◆ Task instructions: Please find every line in the records below that contains the word "Turtle", and copy it.

#### Source data ####

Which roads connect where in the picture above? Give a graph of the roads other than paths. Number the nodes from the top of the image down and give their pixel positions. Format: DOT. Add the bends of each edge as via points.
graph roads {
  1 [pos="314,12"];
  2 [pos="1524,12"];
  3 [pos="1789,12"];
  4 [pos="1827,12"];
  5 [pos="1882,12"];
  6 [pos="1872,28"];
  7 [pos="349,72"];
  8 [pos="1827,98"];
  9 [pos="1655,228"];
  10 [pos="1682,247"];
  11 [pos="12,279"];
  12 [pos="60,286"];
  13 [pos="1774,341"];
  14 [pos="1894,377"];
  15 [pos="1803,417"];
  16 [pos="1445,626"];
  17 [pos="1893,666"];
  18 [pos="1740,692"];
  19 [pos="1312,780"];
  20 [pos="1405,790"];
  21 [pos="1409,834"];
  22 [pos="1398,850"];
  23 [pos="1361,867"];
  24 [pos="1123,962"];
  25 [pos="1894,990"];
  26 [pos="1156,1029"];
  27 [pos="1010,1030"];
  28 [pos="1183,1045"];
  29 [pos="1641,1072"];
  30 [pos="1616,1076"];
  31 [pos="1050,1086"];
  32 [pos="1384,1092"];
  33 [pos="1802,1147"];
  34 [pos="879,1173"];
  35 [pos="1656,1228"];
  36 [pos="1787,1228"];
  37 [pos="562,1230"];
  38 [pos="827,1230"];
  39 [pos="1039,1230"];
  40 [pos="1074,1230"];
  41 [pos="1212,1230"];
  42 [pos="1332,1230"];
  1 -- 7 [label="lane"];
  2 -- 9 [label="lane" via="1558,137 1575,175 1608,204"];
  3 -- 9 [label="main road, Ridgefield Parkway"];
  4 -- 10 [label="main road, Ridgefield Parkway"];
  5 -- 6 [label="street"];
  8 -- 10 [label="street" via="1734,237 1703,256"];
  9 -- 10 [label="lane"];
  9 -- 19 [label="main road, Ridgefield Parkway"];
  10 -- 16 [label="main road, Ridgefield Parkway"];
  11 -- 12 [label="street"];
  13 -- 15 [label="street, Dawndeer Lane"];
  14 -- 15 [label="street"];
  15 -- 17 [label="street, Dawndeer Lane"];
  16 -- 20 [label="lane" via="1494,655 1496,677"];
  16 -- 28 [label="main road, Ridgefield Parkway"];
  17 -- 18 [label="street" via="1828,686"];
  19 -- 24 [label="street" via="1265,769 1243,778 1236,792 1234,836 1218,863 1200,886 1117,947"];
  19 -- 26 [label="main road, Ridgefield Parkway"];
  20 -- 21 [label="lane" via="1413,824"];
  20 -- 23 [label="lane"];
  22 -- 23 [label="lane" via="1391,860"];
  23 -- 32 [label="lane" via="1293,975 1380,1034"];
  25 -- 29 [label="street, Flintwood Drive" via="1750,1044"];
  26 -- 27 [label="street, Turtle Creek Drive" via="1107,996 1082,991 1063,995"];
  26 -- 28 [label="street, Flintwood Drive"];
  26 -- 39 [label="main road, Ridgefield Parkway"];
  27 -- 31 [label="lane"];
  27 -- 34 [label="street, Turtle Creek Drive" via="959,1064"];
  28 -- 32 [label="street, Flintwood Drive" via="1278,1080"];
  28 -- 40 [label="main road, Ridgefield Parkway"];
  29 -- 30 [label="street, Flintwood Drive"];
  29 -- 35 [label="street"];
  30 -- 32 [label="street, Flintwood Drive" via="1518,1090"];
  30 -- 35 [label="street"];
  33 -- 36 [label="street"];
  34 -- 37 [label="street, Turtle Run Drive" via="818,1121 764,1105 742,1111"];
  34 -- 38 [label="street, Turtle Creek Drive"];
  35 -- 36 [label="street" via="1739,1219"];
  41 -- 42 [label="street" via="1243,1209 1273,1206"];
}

####

◆ Reply:
  26 -- 27 [label="street, Turtle Creek Drive" via="1107,996 1082,991 1063,995"];
  27 -- 34 [label="street, Turtle Creek Drive" via="959,1064"];
  34 -- 37 [label="street, Turtle Run Drive" via="818,1121 764,1105 742,1111"];
  34 -- 38 [label="street, Turtle Creek Drive"];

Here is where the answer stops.